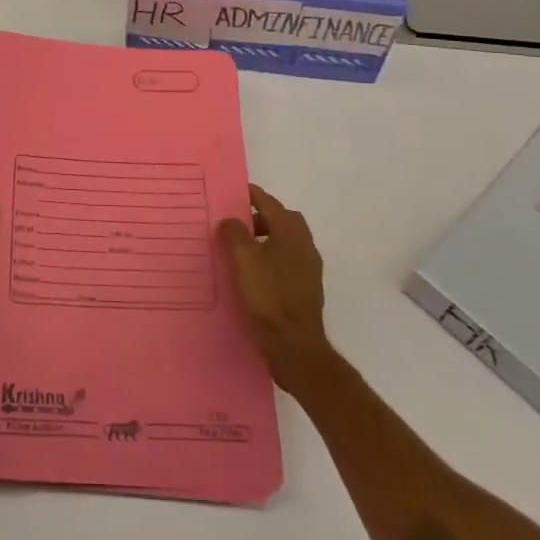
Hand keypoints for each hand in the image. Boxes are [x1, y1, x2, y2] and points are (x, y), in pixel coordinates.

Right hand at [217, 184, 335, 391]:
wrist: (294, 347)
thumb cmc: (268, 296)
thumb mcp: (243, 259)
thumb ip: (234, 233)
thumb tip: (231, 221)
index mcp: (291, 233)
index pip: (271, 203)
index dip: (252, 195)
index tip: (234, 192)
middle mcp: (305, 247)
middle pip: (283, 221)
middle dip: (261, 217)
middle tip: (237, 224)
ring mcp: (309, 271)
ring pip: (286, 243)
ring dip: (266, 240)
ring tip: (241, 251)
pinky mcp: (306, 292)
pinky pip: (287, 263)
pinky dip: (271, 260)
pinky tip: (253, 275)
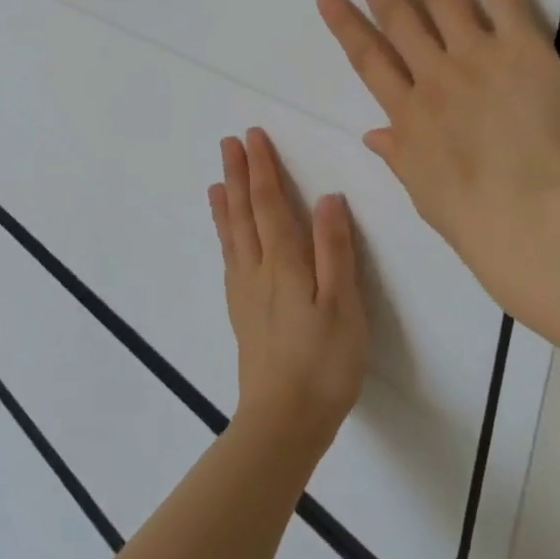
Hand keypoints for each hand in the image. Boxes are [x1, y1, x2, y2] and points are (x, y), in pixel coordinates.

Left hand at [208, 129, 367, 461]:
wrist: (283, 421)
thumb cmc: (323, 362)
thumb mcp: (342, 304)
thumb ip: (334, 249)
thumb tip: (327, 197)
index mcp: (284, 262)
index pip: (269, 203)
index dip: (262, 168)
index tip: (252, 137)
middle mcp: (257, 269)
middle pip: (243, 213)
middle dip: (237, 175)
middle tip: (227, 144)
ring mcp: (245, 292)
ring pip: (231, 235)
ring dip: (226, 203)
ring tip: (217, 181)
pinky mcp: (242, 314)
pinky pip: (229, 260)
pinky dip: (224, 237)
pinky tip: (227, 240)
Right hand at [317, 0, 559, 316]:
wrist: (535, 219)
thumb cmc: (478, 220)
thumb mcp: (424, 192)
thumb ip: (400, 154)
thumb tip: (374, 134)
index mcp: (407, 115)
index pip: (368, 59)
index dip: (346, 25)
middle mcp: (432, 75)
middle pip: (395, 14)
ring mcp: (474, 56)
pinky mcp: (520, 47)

• **Task prompt**:
Should the entries hold any pictures, please omit those and print the remaining text exactly.

• **Result for this exercise**:
Hand keypoints for each hand in the image. Boxes are [x1, y1, x2, y2] and points are (x, y), in pixel coordinates.

Right hand at [217, 184, 335, 391]:
wrist: (294, 347)
thumb cmc: (268, 296)
thumb mcp: (243, 259)
thumb ip: (234, 233)
thumb tip: (231, 221)
index mcp: (291, 233)
index pip: (271, 203)
index dip: (252, 195)
index tip: (234, 192)
middle mcp: (305, 247)
middle pip: (283, 221)
middle dip: (261, 217)
middle tip: (237, 224)
ring mcp: (309, 271)
ring pip: (286, 243)
ring dip: (266, 240)
ring tip: (241, 251)
pinky mcp: (306, 292)
pinky pip: (287, 263)
pinky dip: (271, 260)
pinky tip: (253, 275)
Hand keypoints for each hand in the image. Boxes are [x1, y1, x2, y2] and points are (x, y), in pixel coordinates.

Left hand at [208, 129, 367, 461]:
wrist: (283, 421)
thumb cmc: (323, 362)
thumb mcp: (342, 304)
thumb ip: (334, 249)
thumb tip: (327, 197)
index mcp: (284, 262)
index pip: (269, 203)
index dip: (262, 168)
index tip: (252, 137)
middle mcp: (257, 269)
middle pip: (243, 213)
middle dip: (237, 175)
middle tip: (227, 144)
ring mcp: (245, 292)
ring pip: (231, 235)
ring dip: (226, 203)
ring tip: (217, 181)
pinky mcp: (242, 314)
pinky pip: (229, 260)
pinky dip: (224, 237)
pinky tip: (227, 240)
Right hand at [317, 0, 559, 316]:
wrist: (535, 219)
thumb cmc: (478, 220)
thumb mcp: (424, 192)
thumb ip: (400, 154)
thumb tip: (374, 134)
index mcp: (407, 115)
index pip: (368, 59)
index dip: (346, 25)
middle mcp: (432, 75)
middle pip: (395, 14)
ring mcp: (474, 56)
pinky mcp: (520, 47)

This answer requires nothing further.